When you stop to consider how much of your life is spent being involved in your job, it is shocking. There is rushing to get ready for work, hurrying to get to work on time, getting all your work done, getting back home in rush hour, getting to sleep so you can get up on time to start the whole rut over again. Really, the only other activity that gets as much time as work is sleep if you can squeeze it in! You really must, you know because if you collapse from the stress and exhaustion who will do all that you do?
If you have small children it is even more effort to get to work, not to mention you do have responsibilities to create a ‘home’ and to be there for your family. While as adults we may realize the necessity of working to support our families and we may even try to make our children understand, to a child’s mind the only thing that seems to stick is you are not there. When you think about it, to a child it is their waking hours when you are away at work. Nice touch to be able to spend an hour or two with them out of a 24-hour day.
This is why, particularly for people with children that it makes so much sense to work at home one way or the other; either by convincing your employer to at least let you work from home part-time or by starting your own business. When you start to consider other things besides time, like money, you have another whole level of reasoning of why it would be best if you can make the arrangements to work at home.
Let’s calculate how much you spend on commuting/traveling to and from work, which usually is not in any way repaid to you by your employer. This calculation should include public transit costs or petrol or diesel, and if you drive, add the parking, bridge tolls, and auto maintenance. Then there are costs that come in the ‘getting ready for work’ category, such as grooming, clothing, dry cleaning, etc.; along with eating lunches out unless you have time to make a packed lunch.
If you have small children you are likely paying a large percent of your income for child care at the minimum. Again this is in addition to the fact that your child is growing up without your presence most of the time. Not to make you feel guilty as it is a fact of life, even with two parent households, it is necessary financially to have two incomes; but again they just don’t really understand.
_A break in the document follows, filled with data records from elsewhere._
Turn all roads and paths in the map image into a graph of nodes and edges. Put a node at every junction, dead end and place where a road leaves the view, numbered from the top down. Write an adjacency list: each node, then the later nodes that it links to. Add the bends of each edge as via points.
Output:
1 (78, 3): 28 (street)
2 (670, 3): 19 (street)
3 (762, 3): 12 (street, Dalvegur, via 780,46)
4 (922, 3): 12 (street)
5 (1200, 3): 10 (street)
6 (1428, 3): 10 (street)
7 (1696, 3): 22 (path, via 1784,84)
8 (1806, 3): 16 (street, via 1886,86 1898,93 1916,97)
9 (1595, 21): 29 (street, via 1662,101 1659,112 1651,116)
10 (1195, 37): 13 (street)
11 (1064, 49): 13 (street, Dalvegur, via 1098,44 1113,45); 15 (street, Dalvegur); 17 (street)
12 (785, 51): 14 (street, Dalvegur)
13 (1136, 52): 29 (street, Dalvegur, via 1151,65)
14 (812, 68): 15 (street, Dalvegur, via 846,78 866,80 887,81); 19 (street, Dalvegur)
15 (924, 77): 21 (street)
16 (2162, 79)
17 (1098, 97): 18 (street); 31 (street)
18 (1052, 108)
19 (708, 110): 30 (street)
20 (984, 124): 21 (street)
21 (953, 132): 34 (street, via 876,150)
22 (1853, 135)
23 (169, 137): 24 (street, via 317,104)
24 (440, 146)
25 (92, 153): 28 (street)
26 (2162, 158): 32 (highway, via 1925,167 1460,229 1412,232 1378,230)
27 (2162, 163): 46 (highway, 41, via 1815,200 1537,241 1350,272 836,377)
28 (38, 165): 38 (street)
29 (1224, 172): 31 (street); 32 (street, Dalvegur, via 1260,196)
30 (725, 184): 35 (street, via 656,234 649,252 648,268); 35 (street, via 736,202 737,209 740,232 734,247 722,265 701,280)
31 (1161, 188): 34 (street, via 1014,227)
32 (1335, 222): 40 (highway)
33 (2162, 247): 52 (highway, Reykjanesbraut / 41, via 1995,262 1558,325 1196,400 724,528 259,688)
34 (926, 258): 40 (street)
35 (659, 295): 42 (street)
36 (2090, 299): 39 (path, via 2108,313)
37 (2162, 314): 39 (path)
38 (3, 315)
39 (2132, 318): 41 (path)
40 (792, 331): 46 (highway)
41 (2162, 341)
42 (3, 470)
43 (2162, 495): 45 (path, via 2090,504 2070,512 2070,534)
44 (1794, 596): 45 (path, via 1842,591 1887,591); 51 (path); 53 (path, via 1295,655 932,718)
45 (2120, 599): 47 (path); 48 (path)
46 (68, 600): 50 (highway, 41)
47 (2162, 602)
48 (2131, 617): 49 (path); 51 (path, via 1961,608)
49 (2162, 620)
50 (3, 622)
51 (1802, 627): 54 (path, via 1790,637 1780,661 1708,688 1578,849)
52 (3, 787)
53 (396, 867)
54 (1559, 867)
When you work at home your time is really your own. Not that you can slack off because you really do need to work at your business aggressively, especially if self-employed. But the point is you can work your job around your life instead of the job running your life 90% of the time. That means if you want to do your work at night, or half in the morning, and half at night, or maybe have a day off in the middle of the week, that is up to you. You can then make time for your children’s activities and to participate with them – and still get your work done on time!